We know that the formula for sum of $n$ terms of G.P is $S_n=\frac{a(r^n-1)}{r-1}$, where $a$ is the first term, $r$ is the common ratio.

It is given thatthe ratio of the sum $S_{10}$ and $S_5$ is $33:32$, therefore,

$\frac{S_{10}}{S_5}=\frac{\frac{a(r^{10}-1)}{r-1}}{\frac{a(r^5-1)}{r-1}}\Rightarrow \frac{33}{32}=\frac{r^{10}-1}{r^5-1}\Rightarrow \frac{33}{32}=\frac{(r^5{)}^2-1}{r^5-1}\Rightarrow \frac{33}{32}=\frac{(r^5-1)(r^5+1)}{r^5-1}\Rightarrow \frac{33}{32}=r^5+1\Rightarrow 33=32r^5+32\Rightarrow 32r^5=33-32=1\Rightarrow r^5=\frac{1}{32}\Rightarrow r^5=\frac{1}{2^5}\Rightarrow r^5={\left(\frac{1}{2}\right)}^5\Rightarrow r=\frac{1}{2}$

Now, the formula for the $n$th term of an G.P is $T_n=a{r}^{n-1}$, where $a$ is the first term, $r$ is the common ratio.

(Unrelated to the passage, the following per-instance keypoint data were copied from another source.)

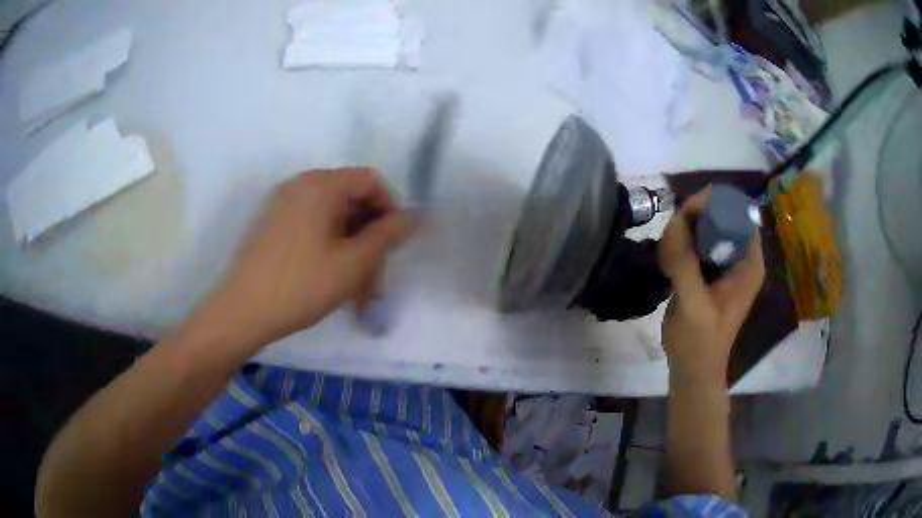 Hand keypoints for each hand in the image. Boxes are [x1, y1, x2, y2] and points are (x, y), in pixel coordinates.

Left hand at [208, 168, 414, 348]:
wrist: (241, 312)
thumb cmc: (301, 285)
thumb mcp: (352, 263)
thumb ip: (387, 235)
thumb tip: (413, 216)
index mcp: (320, 184)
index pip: (369, 180)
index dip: (391, 208)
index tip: (395, 244)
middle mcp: (299, 185)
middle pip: (349, 199)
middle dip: (370, 235)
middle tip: (377, 275)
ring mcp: (282, 205)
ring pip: (331, 218)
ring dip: (351, 247)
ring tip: (356, 286)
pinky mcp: (272, 225)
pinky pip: (312, 227)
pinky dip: (330, 247)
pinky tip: (332, 279)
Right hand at [658, 187, 764, 386]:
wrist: (692, 370)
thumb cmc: (700, 341)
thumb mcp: (694, 303)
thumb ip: (685, 263)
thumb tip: (673, 220)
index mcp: (748, 263)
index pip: (739, 216)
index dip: (716, 205)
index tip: (689, 207)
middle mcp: (739, 259)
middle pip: (722, 219)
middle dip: (697, 216)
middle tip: (673, 227)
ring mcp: (723, 266)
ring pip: (707, 230)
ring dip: (686, 230)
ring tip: (668, 244)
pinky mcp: (708, 274)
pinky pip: (696, 246)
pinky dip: (681, 244)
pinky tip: (667, 256) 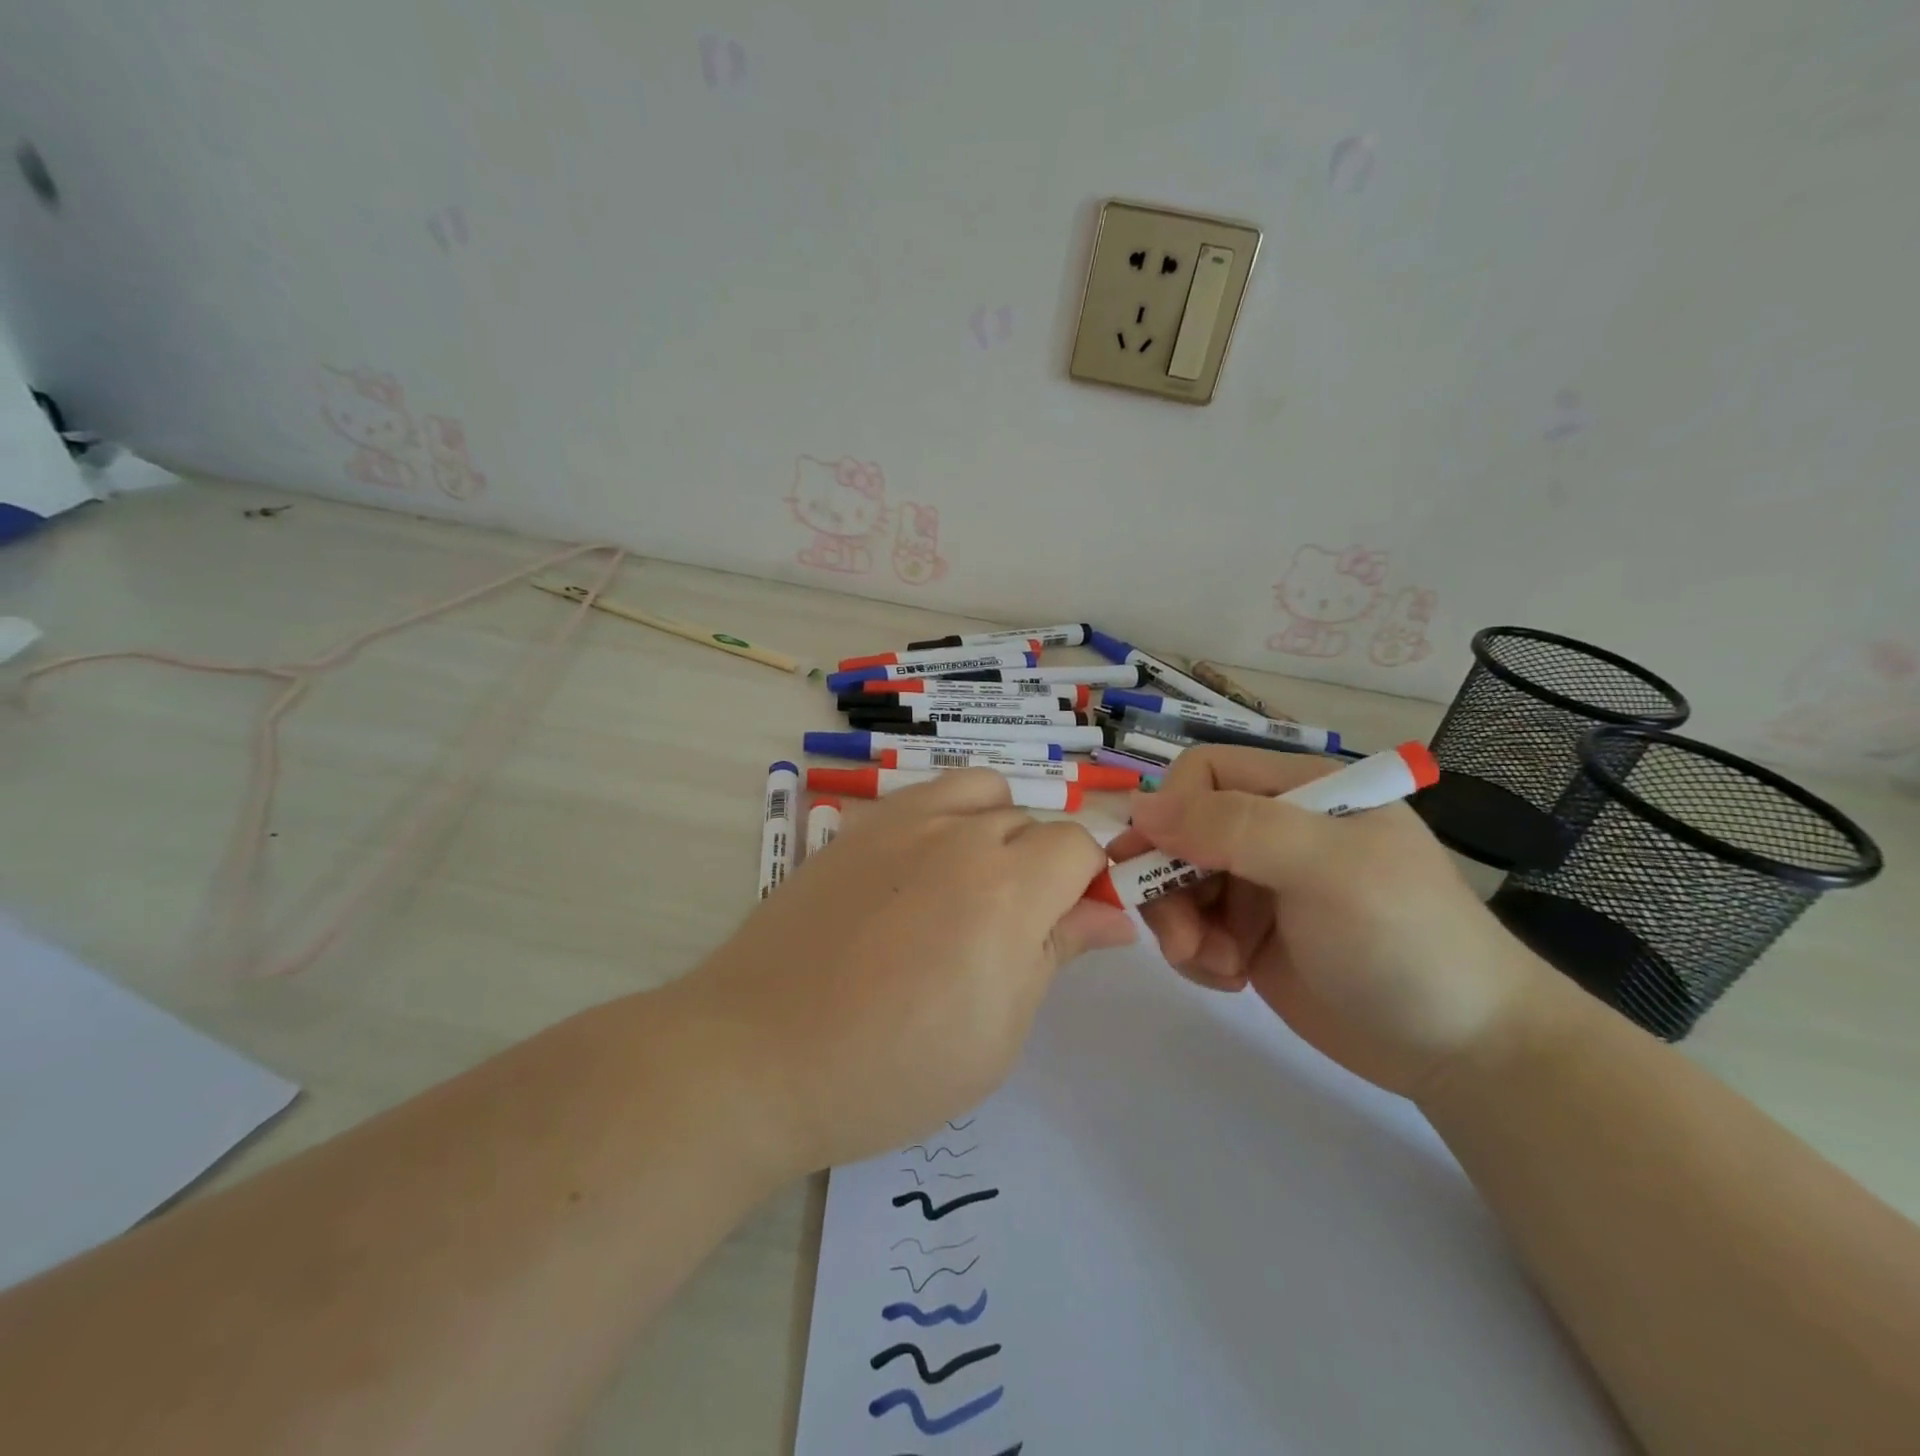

We are given that $T_5=64$ where $n=5$ and $r=\frac{1}{2}$, thus,

$T_n=a{r}^{n-1}\Rightarrow T_5=a\times {\left(\frac{1}{2}\right)}^{5-1}\Rightarrow 64=a\times \frac{1}{2^4}\Rightarrow 64=\frac{a}{16}\Rightarrow a=64\times 16=1024$

Now, with $a=1024$ and $r=\frac{1}{2}$, the required terms of G.P are:

$a_1=1024a_2=a_1\times r=1024\times \frac{1}{2}=512a_3=a_2\times r=512\times \frac{1}{2}=256a_4=a_3\times r=256\times \frac{1}{2}=128$

Hence the G.P is $1024,512,256,128,.....$.